__Assigned task__. In the listing below, find the line that contains "thumb mcp: (276, 267)" and the line that contains "index tip: (238, 228)". Quote both and every line between them, exactly, and nothing more.

__Records provided__.
⁂

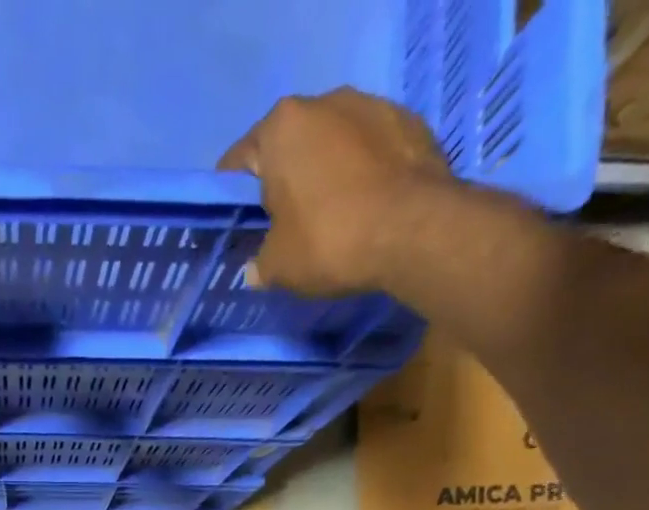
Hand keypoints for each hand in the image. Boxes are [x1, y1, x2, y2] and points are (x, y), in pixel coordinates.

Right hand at [219, 89, 453, 296]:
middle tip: (283, 227)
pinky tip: (363, 208)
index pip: (239, 163)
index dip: (233, 201)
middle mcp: (325, 102)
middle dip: (283, 182)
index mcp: (281, 127)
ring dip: (325, 174)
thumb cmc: (329, 241)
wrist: (415, 231)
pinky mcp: (408, 122)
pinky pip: (370, 150)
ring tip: (330, 217)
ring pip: (332, 144)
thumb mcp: (276, 267)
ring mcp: (372, 105)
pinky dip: (362, 174)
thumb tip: (256, 269)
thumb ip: (259, 263)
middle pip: (289, 147)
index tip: (238, 228)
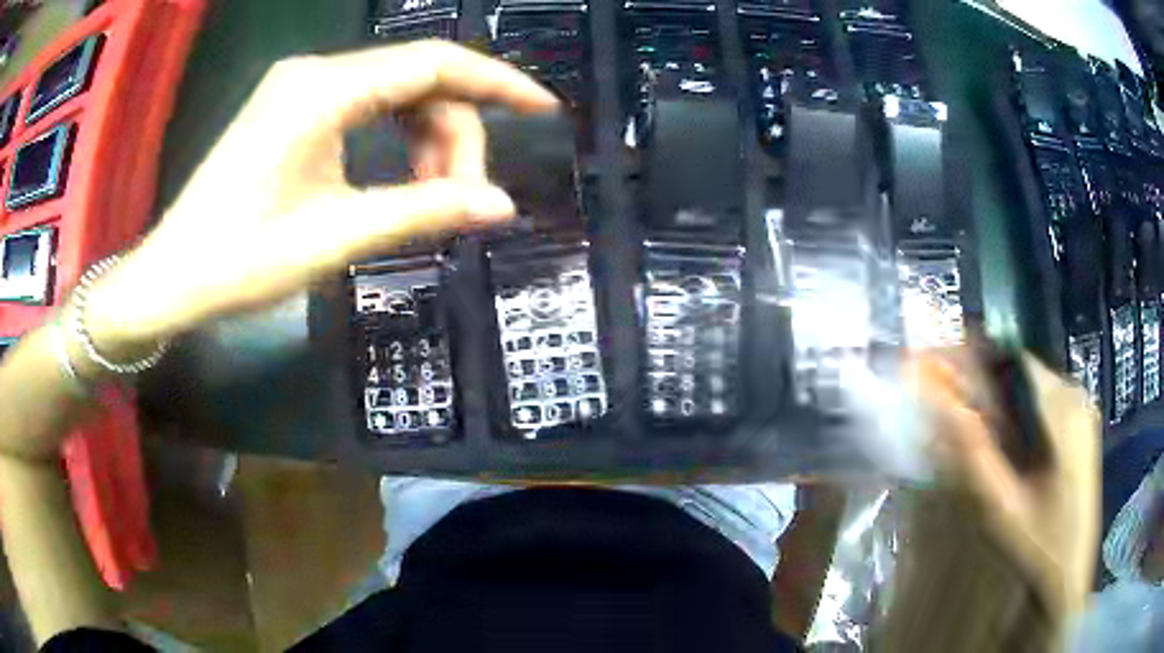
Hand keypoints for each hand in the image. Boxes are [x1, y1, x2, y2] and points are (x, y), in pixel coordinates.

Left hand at [82, 41, 557, 355]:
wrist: (172, 276)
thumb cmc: (241, 261)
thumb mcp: (336, 238)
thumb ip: (422, 212)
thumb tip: (501, 206)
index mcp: (323, 91)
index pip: (433, 63)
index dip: (496, 82)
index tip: (543, 108)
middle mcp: (315, 72)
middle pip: (417, 78)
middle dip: (454, 132)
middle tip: (463, 197)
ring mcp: (300, 87)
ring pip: (393, 93)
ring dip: (425, 138)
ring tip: (430, 196)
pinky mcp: (291, 108)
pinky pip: (365, 105)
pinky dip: (394, 137)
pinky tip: (399, 177)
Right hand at [915, 349, 1099, 615]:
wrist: (1071, 573)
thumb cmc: (1040, 544)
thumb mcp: (1002, 506)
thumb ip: (974, 454)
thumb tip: (939, 405)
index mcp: (1063, 409)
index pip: (1013, 360)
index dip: (975, 360)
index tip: (941, 370)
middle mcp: (1076, 396)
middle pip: (1023, 371)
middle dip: (986, 383)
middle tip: (951, 404)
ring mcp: (1083, 410)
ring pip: (1032, 386)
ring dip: (1002, 399)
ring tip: (972, 424)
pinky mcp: (1082, 425)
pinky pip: (1045, 403)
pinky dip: (1019, 413)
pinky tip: (1005, 441)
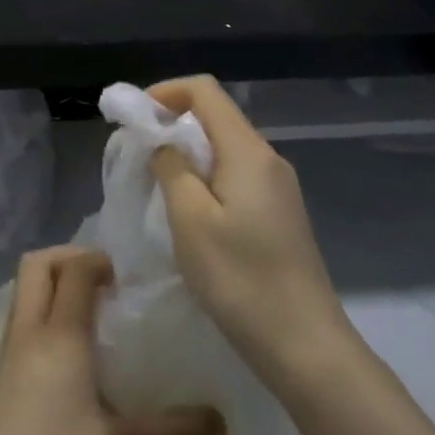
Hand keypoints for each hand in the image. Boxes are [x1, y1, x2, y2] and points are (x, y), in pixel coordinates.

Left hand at [0, 245, 223, 434]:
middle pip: (37, 264)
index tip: (126, 281)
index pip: (74, 270)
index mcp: (61, 336)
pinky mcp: (2, 367)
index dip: (99, 261)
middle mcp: (31, 330)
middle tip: (104, 281)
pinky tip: (70, 345)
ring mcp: (11, 347)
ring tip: (91, 308)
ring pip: (24, 286)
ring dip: (54, 279)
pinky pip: (22, 312)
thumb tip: (221, 421)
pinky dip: (43, 304)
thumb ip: (174, 430)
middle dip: (69, 257)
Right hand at [147, 76, 355, 380]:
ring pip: (224, 149)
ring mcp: (277, 187)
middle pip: (215, 118)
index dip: (164, 93)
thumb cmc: (240, 280)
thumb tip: (163, 140)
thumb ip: (172, 168)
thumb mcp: (191, 221)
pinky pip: (235, 176)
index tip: (131, 118)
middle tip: (135, 155)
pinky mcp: (278, 213)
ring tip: (154, 184)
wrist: (303, 343)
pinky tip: (187, 212)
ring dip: (186, 155)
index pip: (205, 91)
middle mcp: (268, 159)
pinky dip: (204, 178)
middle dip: (171, 124)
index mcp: (248, 152)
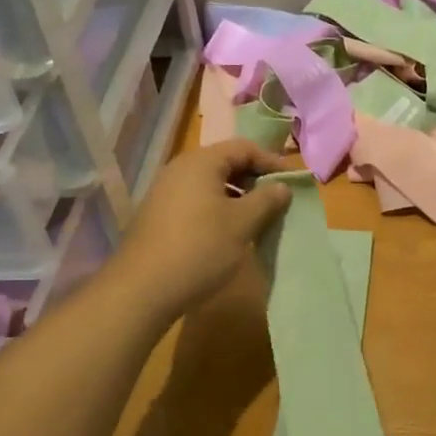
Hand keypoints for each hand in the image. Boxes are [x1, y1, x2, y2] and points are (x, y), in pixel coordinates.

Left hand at [113, 140, 300, 318]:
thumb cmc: (200, 248)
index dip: (271, 162)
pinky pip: (195, 201)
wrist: (143, 288)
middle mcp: (180, 169)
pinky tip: (227, 233)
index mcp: (201, 162)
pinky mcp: (158, 215)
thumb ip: (266, 200)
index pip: (244, 147)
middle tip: (276, 202)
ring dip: (236, 196)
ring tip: (256, 219)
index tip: (292, 184)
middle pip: (225, 162)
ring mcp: (165, 192)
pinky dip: (217, 209)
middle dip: (254, 179)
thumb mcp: (242, 224)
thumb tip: (282, 186)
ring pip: (210, 184)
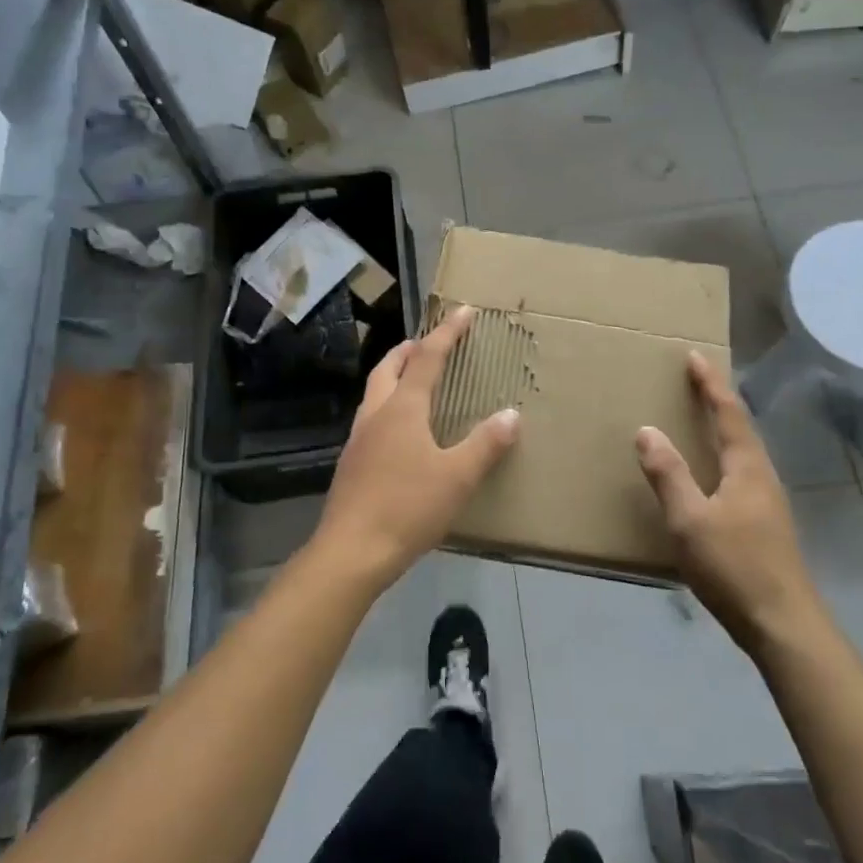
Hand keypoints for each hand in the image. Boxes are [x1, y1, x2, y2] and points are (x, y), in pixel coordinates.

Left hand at [315, 305, 519, 586]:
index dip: (447, 333)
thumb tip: (511, 415)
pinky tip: (400, 431)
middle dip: (409, 349)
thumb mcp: (457, 477)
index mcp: (402, 409)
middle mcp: (376, 414)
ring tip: (414, 380)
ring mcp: (358, 439)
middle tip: (429, 343)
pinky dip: (387, 406)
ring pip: (374, 392)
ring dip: (394, 376)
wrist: (351, 552)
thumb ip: (485, 445)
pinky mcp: (351, 463)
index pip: (427, 359)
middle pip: (388, 368)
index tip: (463, 311)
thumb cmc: (408, 508)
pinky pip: (371, 418)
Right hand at [635, 352, 815, 656]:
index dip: (711, 384)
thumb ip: (668, 475)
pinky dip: (722, 456)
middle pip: (741, 428)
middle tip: (694, 381)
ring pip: (743, 452)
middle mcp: (763, 476)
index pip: (728, 413)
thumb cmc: (734, 567)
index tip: (695, 356)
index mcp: (747, 467)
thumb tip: (647, 430)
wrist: (783, 624)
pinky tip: (710, 475)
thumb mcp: (690, 520)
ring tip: (699, 420)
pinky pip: (741, 473)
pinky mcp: (766, 524)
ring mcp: (768, 502)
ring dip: (722, 429)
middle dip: (718, 401)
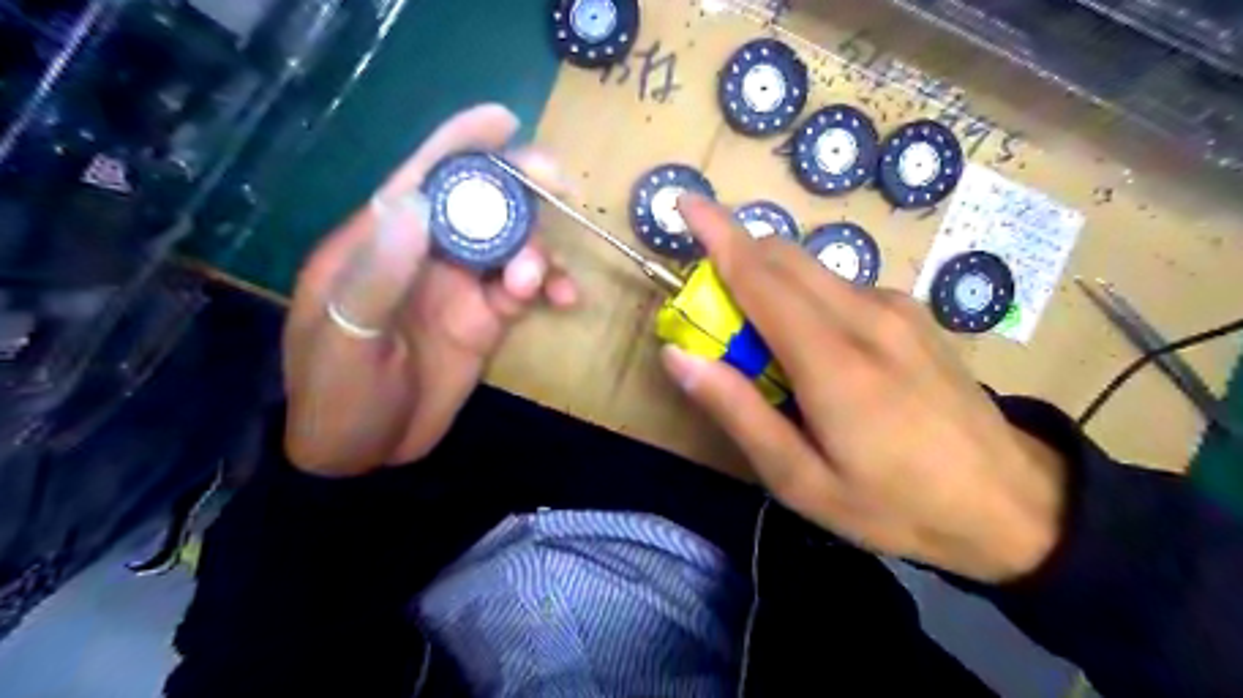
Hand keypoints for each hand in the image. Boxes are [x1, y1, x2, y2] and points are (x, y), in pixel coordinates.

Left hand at [283, 103, 577, 479]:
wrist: (363, 454)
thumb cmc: (337, 396)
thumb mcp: (345, 339)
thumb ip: (378, 274)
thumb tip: (414, 201)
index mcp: (380, 244)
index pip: (421, 179)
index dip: (460, 145)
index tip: (504, 122)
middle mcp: (426, 255)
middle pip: (480, 205)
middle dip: (520, 191)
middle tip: (560, 188)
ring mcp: (461, 288)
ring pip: (512, 245)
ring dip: (537, 251)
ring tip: (538, 283)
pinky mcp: (486, 320)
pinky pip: (526, 289)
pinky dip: (549, 286)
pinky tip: (563, 300)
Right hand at [661, 193, 1067, 581]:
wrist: (1010, 503)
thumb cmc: (895, 505)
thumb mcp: (800, 480)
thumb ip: (737, 412)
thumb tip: (679, 355)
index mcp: (834, 361)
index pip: (760, 276)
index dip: (717, 234)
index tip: (684, 202)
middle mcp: (866, 315)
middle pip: (784, 257)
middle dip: (735, 258)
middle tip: (711, 310)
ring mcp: (896, 308)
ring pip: (811, 269)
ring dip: (769, 282)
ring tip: (763, 346)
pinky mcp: (911, 313)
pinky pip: (839, 287)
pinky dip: (804, 298)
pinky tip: (815, 350)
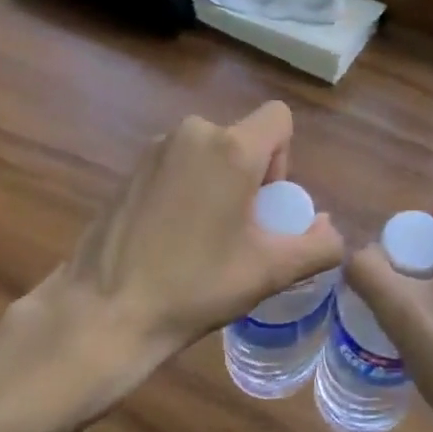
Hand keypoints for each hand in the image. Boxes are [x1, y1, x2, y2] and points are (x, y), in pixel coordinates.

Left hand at [5, 102, 342, 386]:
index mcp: (232, 148)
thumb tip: (330, 229)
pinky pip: (179, 162)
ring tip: (203, 236)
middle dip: (251, 175)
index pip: (279, 117)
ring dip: (218, 181)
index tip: (265, 204)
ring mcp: (156, 148)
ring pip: (210, 151)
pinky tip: (170, 235)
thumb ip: (317, 246)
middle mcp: (194, 133)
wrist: (103, 313)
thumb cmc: (194, 287)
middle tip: (238, 230)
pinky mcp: (131, 167)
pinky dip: (188, 186)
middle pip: (244, 138)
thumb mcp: (268, 272)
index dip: (284, 157)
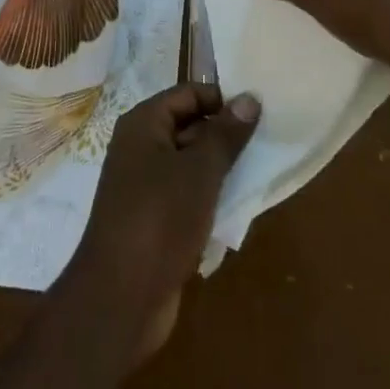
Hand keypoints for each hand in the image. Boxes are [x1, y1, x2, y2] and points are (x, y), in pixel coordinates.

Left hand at [60, 83, 259, 363]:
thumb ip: (225, 134)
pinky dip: (210, 197)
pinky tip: (238, 207)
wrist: (121, 294)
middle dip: (225, 135)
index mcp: (143, 124)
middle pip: (188, 126)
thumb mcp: (200, 171)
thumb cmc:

⁂

__Response to the task__.
thumb mcp: (276, 267)
ring mcp: (372, 105)
pinky dip: (362, 174)
thumb tip: (256, 269)
thumb ip: (259, 263)
middle pip: (289, 147)
index tip: (238, 228)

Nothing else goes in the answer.